The following airlines operate service to/from Sarajevo Airport: National Carrier B&H Airlines has the largest network (Amsterdam, Copenhagen, Gothenburg-Landvetter,Istanbul-Atatürk, Zürich), Adria Airways (Ljubljana), Austrian Airlines (Vienna), Croatia Airlines (Zagreb), Germanwings (Cologne/Bonn, Stuttgart, Berlin), Jat Airways (Belgrade), Lufthansa (Munich), Norwegian (Oslo-Rygge, Stockholm-Arlanda seasonal), and Pegasus (Istanbul-Sabiha Gocken, only certain days of the week), Turkish Airlines (Istanbul-Atatürk).

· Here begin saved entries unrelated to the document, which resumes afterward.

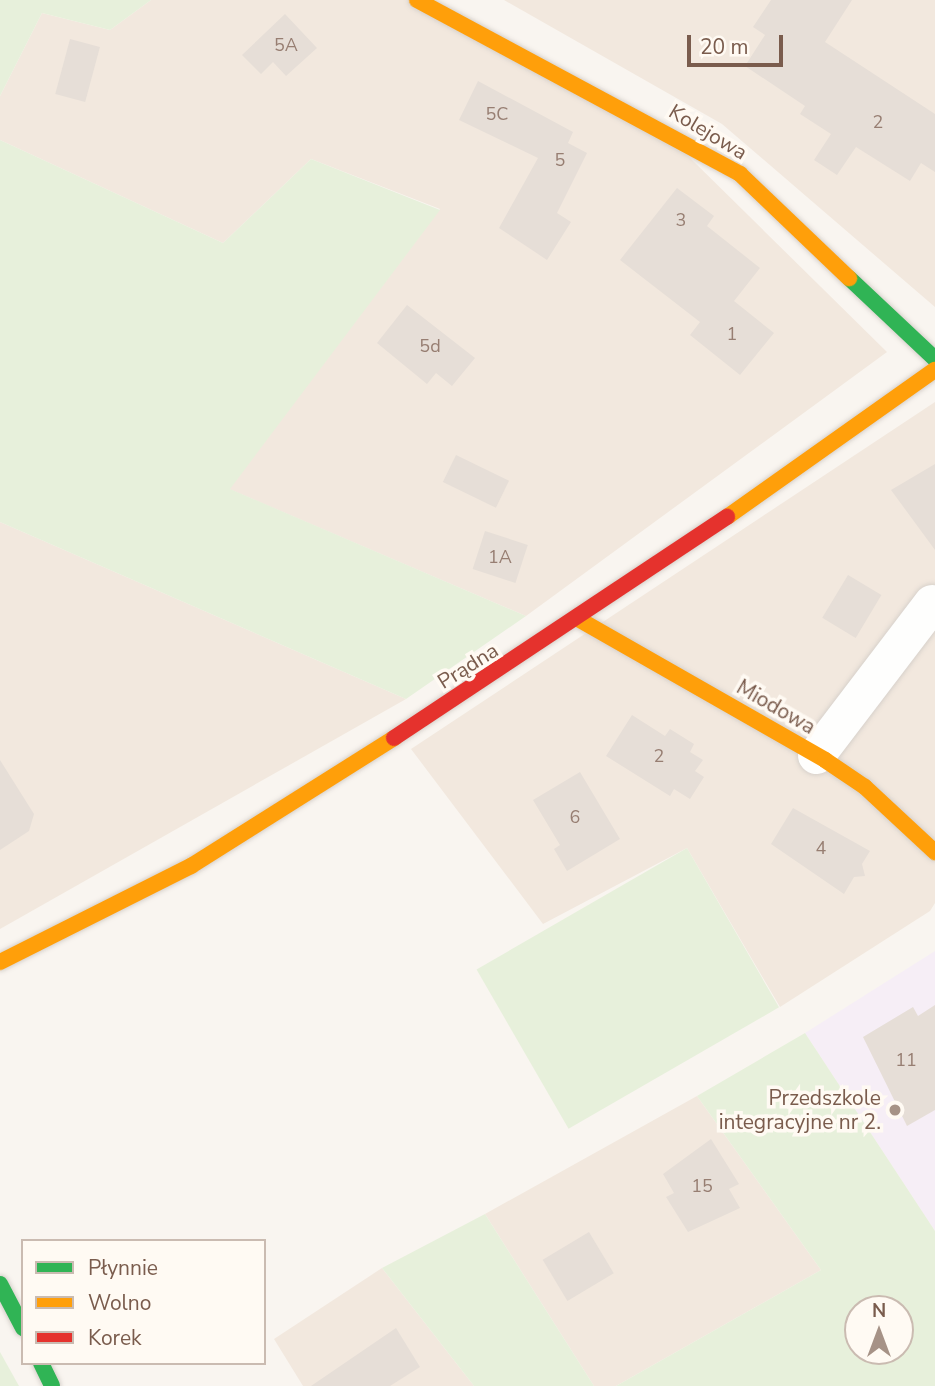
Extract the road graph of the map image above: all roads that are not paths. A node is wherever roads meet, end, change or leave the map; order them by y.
1 (417, 0) edge
2 (935, 359) edge
3 (935, 370) edge
4 (932, 603) dead end
5 (580, 620) junction
6 (816, 755) junction
7 (935, 852) edge
8 (0, 962) edge
9 (0, 1284) edge
10 (21, 1324) edge
11 (42, 1365) edge
12 (52, 1386) edge

1 - 2 street, Kolejowa
3 - 5 street, Prądna
4 - 6 street
5 - 6 street, Miodowa
5 - 8 street, Prądna
6 - 7 street, Miodowa
9 - 10 street
11 - 12 street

According to the airport information desk, there are no buses between the airport and the city anymore. However, you can walk 600m to Dobrinja and take a trolley bus from there. Taxi fares to/from the airport are surprisingly expensive for the short distance. Taxi drivers use fake price lists for tourists. The real taxi price to the city is 16 BAM. You can also walk 600m to Dobrinja and take a metered taxi from there (approx. 13 BAM).
- Railway Station Sarajevo (Nova željeznička stanica), Put života 2, Sarajevo 71000. There is information, ticket office, toilette and some bars inside.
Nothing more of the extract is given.